- Try it -
Scan the entries that follow and copy out every line containing "main".

(Dataset entries)
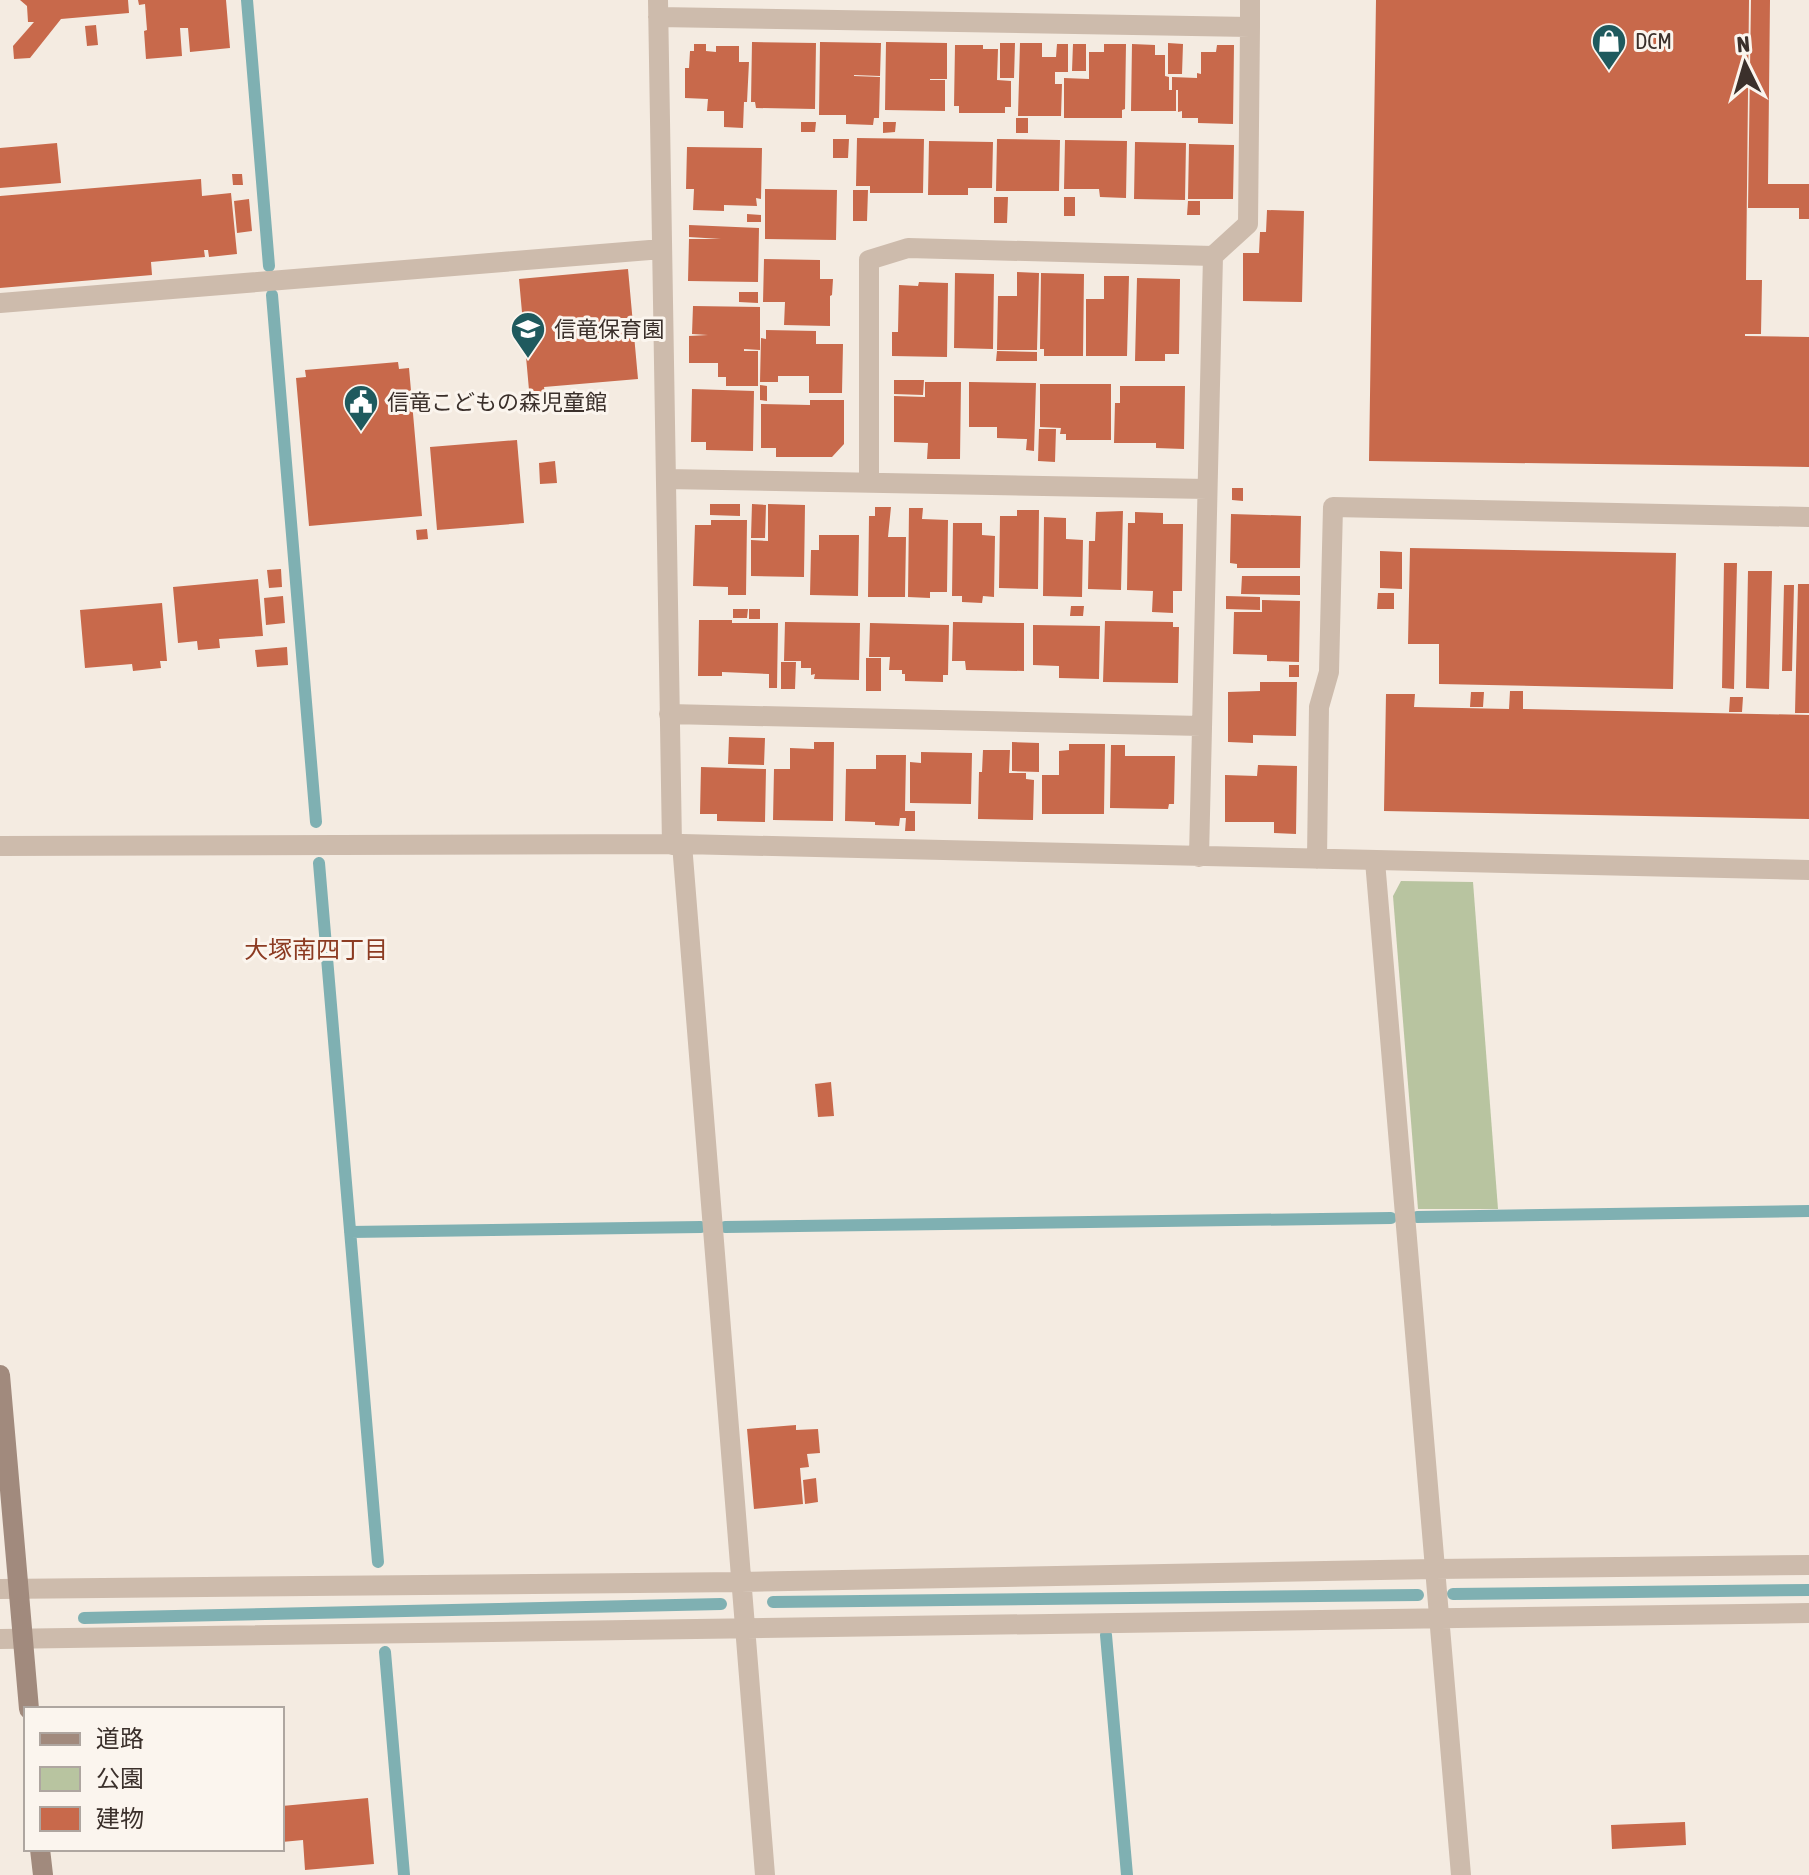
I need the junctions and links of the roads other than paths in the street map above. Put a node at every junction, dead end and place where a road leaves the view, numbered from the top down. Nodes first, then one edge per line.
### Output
1 (1250, 0) edge
2 (658, 8) edge
3 (1250, 27) junction
4 (662, 249) junction
5 (1213, 256) junction
6 (0, 303) edge
7 (666, 479) junction
8 (869, 482) junction
9 (1207, 489) junction
10 (1809, 517) edge
11 (669, 714) junction
12 (1201, 726) junction
13 (677, 844) junction
14 (0, 846) edge
15 (1199, 857) junction
16 (1317, 859) junction
17 (1375, 861) junction
18 (1809, 870) edge
19 (0, 1375) edge
20 (1809, 1565) edge
21 (1435, 1569) junction
22 (741, 1582) junction
23 (9, 1588) edge
24 (1809, 1613) edge
25 (1439, 1619) junction
26 (745, 1628) junction
27 (0, 1639) edge
28 (23, 1639) junction
29 (29, 1707) edge
30 (40, 1851) edge
31 (43, 1875) edge
32 (765, 1875) edge
33 (1461, 1875) edge

1 - 3 street
2 - 3 street
2 - 4 street
3 - 5 street
4 - 6 street
4 - 7 street
5 - 8 street
5 - 9 street
7 - 8 street
7 - 11 street
8 - 9 street
9 - 12 street
10 - 16 street
11 - 12 street
11 - 13 street
12 - 15 street
13 - 14 street
13 - 15 street
13 - 22 street
15 - 16 street
16 - 17 street
17 - 18 street
17 - 21 street
19 - 23 main road
20 - 21 street
21 - 22 street
21 - 25 street
22 - 23 street
22 - 26 street
23 - 28 main road
24 - 25 street
25 - 26 street
25 - 33 street
26 - 28 street
26 - 32 street
27 - 28 street
28 - 29 main road
30 - 31 main road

- Result below -
19 - 23 main road
23 - 28 main road
28 - 29 main road
30 - 31 main road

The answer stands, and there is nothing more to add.